:: Records for processing ::
====================

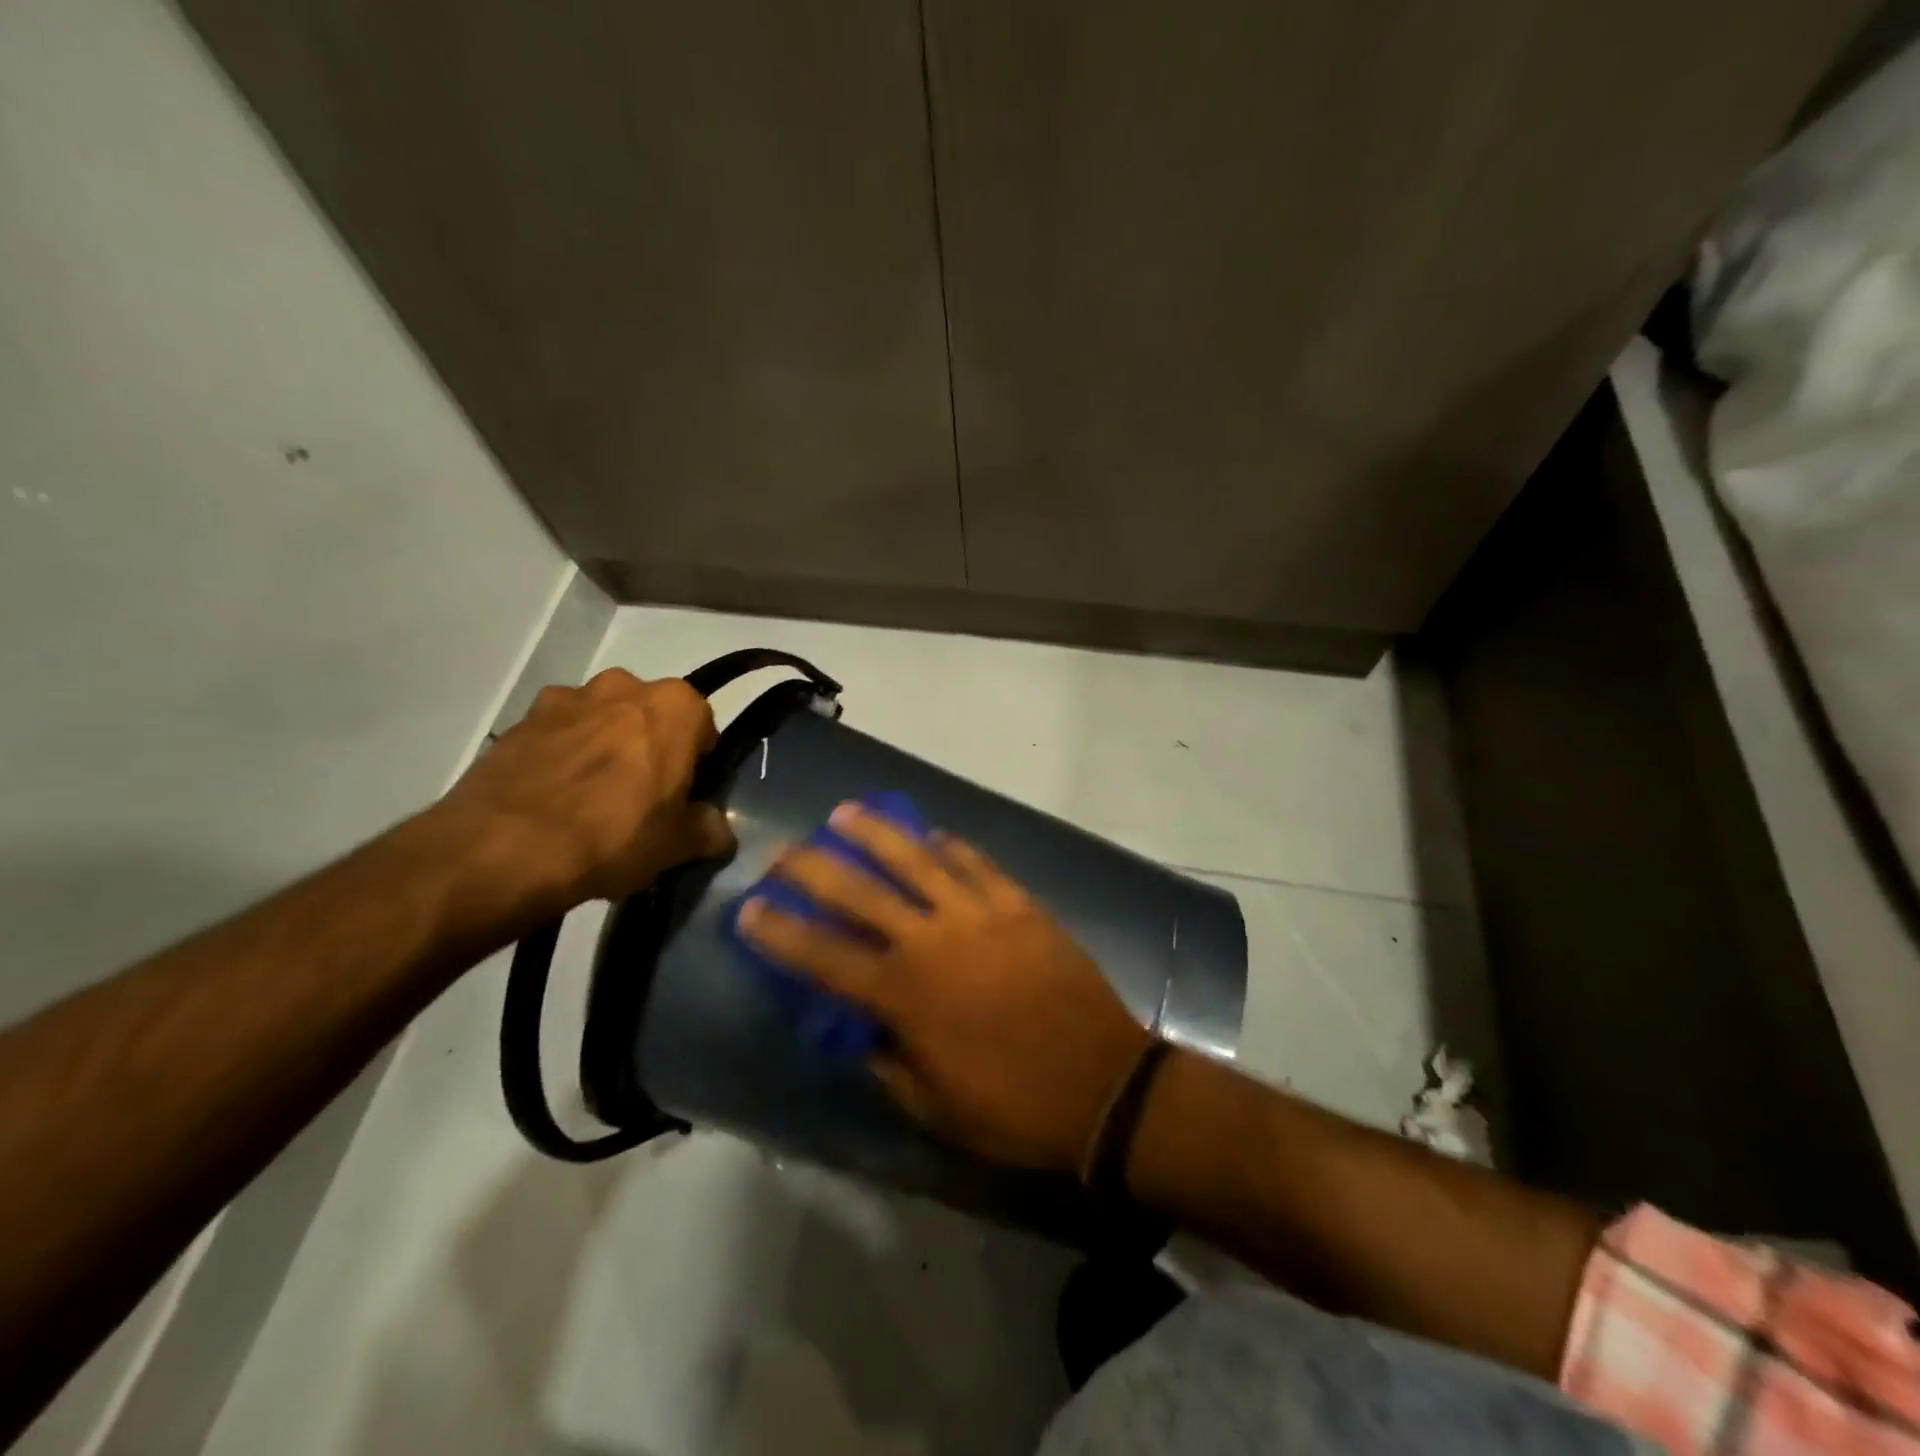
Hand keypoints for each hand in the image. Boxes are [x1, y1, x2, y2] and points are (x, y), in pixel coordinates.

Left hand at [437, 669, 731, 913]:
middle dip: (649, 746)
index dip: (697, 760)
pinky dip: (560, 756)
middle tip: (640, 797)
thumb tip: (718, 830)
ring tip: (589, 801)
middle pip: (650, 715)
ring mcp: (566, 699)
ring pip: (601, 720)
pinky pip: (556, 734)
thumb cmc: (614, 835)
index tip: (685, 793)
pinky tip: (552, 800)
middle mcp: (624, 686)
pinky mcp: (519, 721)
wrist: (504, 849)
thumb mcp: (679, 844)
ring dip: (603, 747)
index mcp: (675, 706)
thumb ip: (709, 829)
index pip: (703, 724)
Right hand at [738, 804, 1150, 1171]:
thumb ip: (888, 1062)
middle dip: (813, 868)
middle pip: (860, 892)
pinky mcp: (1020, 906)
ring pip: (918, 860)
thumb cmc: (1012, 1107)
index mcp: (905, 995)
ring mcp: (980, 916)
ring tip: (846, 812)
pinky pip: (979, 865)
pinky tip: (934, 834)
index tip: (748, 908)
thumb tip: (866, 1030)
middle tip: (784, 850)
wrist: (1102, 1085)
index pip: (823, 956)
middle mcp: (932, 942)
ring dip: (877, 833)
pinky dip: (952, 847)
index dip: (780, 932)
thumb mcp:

====================

:: Exercise brief ::
Strip out the pictures and quote the remaining data word for word.

:: Exercise output ::
Hand keypoints for each hand in the image. Boxes are [x1, y1, x2, y2] and points are (x, y), in pixel coordinates.

Left hand at [437, 669, 731, 913]:
middle dip: (649, 746)
index dip: (697, 760)
pinky dip: (560, 756)
middle tip: (640, 797)
thumb tip: (718, 830)
ring tip: (589, 801)
middle pip: (650, 715)
ring mcp: (566, 699)
ring pip: (601, 720)
pinky pip: (556, 734)
thumb cmc: (614, 835)
index tip: (685, 793)
pinky tip: (552, 800)
middle mcp: (624, 686)
pinky mcp: (519, 721)
wrist: (504, 849)
thumb mcp: (679, 844)
ring dip: (603, 747)
index mcp: (675, 706)
thumb ip: (709, 829)
index pip: (703, 724)
Right hand at [738, 804, 1150, 1171]:
thumb ip: (888, 1062)
middle dip: (813, 868)
middle pip: (860, 892)
pinky mcp: (1020, 906)
ring pip: (918, 860)
thumb cmc: (1012, 1107)
index mcp: (905, 995)
ring mcp: (980, 916)
ring tip: (846, 812)
pinky pip: (979, 865)
pinky tip: (934, 834)
index tip: (748, 908)
thumb tip: (866, 1030)
middle tip: (784, 850)
wrist: (1102, 1085)
index pip: (823, 956)
middle mcp: (932, 942)
ring dip: (877, 833)
pinky dip: (952, 847)
index dip: (780, 932)
thumb mcp:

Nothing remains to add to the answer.